A ferocious confrontation between India and its archrival, Pakistan, is under way – although not of the kind you perhaps expect.
This one pits a host of Pakistani fashion designers, armed with heaps of wafer-thin cotton and lace, against the grimly determined middle-class shoppers of the Indian capital.
Early signs are that while Pakistan has the moral victory, the Indian shoppers have succeeded in driving the designers back, behind chairs, tables and signboards to seek refuge from seething crowds demanding ... outfits. Oh, and shoes.
Delhi is hosting a first-ever exhibit of Pakistani fashion, furnishings and other design items. The Lifestyle Pakistan show is intended to connect Pakistani exporters with Indian importers – part of an effort to boost the paltry levels of trade between the two countries and further normalize relations. The commerce ministers of both nations kicked off the event, organized by the Trade Development Authority of Pakistan and its Indian counterpart, and a huge delegation of Pakistani businesspeople made the trip.
Almost as an afterthought, organizers added a chance for the public to come and shop. And oh, how they are shopping.
"We're just crazy about Pakistani suits: the cut, the design, the fabric," said Sarita Khera, catching her breath with a bulging bag of shalwar kameez (also know as kurta pyjamas, Punjabi suits or just "suits" – the tunic-over-trousers outfits favoured by women across South Asia) at her feet. Ms. Khera runs a watch manufacturing company; she likes colourful clothes for the office. "The Pakistani ones are just much better than anything you can get in India."
India and Pakistan should be natural trading partners, since they share languages and cultures in addition to a long border, but commercial relations have been held hostage by fraught politics.
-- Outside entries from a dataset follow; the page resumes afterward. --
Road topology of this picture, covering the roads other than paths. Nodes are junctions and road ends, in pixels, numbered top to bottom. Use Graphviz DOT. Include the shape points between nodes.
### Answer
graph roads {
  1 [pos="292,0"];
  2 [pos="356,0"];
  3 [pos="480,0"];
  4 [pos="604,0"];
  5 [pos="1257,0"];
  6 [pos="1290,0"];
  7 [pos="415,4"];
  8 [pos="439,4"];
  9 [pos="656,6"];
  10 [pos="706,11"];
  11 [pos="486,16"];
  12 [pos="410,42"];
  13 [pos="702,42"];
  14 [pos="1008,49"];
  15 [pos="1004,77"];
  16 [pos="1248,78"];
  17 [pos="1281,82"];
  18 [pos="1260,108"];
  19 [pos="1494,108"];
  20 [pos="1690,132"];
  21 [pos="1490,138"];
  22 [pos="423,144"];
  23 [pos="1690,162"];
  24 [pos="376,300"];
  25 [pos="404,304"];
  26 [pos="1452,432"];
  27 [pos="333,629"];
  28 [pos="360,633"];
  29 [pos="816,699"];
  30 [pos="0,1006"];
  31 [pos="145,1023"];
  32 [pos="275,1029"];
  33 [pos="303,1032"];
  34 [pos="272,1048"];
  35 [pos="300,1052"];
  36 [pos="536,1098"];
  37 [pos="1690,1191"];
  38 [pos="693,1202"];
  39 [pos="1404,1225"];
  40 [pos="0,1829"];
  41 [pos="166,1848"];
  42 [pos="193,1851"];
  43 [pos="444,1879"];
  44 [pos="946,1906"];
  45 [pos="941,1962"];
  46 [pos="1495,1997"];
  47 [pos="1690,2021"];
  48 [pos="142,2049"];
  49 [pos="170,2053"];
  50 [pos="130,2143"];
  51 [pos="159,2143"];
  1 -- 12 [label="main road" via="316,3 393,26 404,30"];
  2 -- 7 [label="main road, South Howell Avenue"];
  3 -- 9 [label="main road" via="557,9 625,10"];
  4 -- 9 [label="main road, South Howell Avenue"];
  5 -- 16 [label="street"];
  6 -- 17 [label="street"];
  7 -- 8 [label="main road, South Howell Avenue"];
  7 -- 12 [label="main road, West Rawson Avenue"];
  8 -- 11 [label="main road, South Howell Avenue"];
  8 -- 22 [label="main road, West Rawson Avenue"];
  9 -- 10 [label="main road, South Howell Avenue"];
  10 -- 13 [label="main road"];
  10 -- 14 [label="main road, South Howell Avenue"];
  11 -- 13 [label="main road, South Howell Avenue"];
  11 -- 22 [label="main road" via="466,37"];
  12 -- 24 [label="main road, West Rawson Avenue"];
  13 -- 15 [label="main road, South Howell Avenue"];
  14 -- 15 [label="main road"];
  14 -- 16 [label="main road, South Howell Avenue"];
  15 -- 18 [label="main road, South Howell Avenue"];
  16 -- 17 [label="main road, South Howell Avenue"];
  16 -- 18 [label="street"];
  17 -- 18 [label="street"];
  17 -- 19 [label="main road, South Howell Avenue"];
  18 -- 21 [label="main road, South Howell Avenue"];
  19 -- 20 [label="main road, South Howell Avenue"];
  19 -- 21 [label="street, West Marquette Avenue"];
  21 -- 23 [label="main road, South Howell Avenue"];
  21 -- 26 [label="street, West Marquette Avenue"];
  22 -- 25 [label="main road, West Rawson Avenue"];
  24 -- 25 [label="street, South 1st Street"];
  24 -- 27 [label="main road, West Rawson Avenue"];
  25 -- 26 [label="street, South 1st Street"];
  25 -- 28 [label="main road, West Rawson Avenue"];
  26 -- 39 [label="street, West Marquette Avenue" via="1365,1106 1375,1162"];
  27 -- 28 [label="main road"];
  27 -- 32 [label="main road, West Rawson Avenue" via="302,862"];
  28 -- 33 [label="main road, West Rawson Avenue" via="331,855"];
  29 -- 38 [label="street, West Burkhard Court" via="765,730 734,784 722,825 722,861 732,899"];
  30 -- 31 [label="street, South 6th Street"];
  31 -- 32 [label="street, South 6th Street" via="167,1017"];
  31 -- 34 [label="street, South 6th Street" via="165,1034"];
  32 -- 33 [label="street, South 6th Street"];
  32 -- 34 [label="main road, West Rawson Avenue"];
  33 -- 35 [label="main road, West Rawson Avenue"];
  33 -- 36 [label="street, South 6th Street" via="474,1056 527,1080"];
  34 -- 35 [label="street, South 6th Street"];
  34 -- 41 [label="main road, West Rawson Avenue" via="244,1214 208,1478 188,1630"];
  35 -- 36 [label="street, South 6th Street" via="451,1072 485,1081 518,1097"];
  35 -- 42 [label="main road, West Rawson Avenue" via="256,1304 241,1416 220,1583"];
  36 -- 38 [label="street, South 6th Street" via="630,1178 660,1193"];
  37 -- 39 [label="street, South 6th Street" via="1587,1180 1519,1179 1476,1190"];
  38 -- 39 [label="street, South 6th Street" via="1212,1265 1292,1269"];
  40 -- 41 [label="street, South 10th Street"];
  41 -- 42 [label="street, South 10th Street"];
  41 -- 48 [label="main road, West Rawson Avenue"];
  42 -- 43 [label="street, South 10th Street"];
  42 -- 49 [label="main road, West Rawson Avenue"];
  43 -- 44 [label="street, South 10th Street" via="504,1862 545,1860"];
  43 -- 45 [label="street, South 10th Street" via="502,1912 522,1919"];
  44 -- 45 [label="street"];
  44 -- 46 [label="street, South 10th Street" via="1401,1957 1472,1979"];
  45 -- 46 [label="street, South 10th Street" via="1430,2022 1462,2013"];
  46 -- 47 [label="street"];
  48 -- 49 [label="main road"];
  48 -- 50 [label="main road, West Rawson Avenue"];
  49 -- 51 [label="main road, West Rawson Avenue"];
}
The Mumbai attacks in November, 2008, closed the borders and set the economic relationship under a deep chill. Last year, India had the same amount of trade with next-door Pakistan as it did with Mexico, which was less than half of what was traded with Nigeria. (India is Pakistan's ninth-largest trade partner.)
But late last year, Pakistan finally gave India most favoured nation status, 15 years after it first pledged to do so, and the countries are now negotiating a preferential trade agreement. Lifestyle Pakistan, set up by the business communities on both sides of the border, is intended to boost that process.
More open borders was a hot topic of conversation when Pakistani President Asif Ali Zardari came to meet Indian Prime Minister Manmohan Singh last weekend. Trade now stands at $2.6-billion a year; the trade pact should push that to $10-billion. This first-ever collaboration between the two countries' trade organizations is a sign of a substantial thaw.
"A lot of movement has happened in the last one year, the [trade]normalization is going very fast," Pakistani Commerce Secretary Zafar Mahmood told reporters at the opening of the show.
There was an air of barely controlled frenzy in the hall on Friday as shoppers and curious onlookers poured through the doors. The crowds were seven people deep around the more popular stands, and there was a heaving throng trying to get into something called the Designers' Lounge. Your correspondent is unable to tell you what goes on there; the skills acquired in a dozen war zones could not get her through the door.
Talha Javed, chief designer for House of Ittehad, a textile company in Faisalabad, tried in vain to maintain order in his spacious exhibition stand. When a shopper lunged over the counter and snatched a length of fine cotton out of his hands, he gave up and squeezed behind a rack. "We were not expecting to have so much response, and we are not prepared," he said, his voice faint.
Only a handful of the highest-end Pakistani fashion houses currently have their designs distributed in India, and Mr. Javed had high hopes of finding an importer through this show – except that in another hour or two, he was going to have nothing left to display.
Mr. Javed had only one complaint. "People are really bargaining, but our prices are already low, so it's really a problem. They do so much bargaining, these people."
It may come as a surprise to the uninitiated that Pakistani clothing can spur this sort of frenzy. But those with a comparative knowledge of South Asian fashion trends will attest that it is by far the most stylish country in the region. On a suit made in Karachi or Lahore, bodices are more fitted. Cuts are more slimming and less boxy. Details are sexier. And fabrics and colours – they're all just better.
"I don't wear 'Indian clothes,'" said Natasha Arora, who designs children's rooms. Clad in skinny jeans and a knit top, she was holding up an ankle-length, pale yellow, fine cotton kameez, slit to the knees and decorated with blue hand-embroidery. "But this I'll wear. Over baggy pants, like those Pakistani girls do – they're really stylish." She was pleasantly surprised that the kameez was just $40.
"People here crave Pakistani stuff," said Yasir Orawala, manager of a Karachi clothing and shoe company called Needle Impressions. It would be fantastic for his business to get access to this market, he said, but the current 40-per-cent duties on garments will have to be eliminated first.
And he will have to make some changes to his company's suits if it is going to export to India.
"We'll need larger sizes," he said. Does this mean the ladies who lunch in Delhi are – more buxom, shall we say, than those of Karachi? "That's what I'm seeing," he said firmly.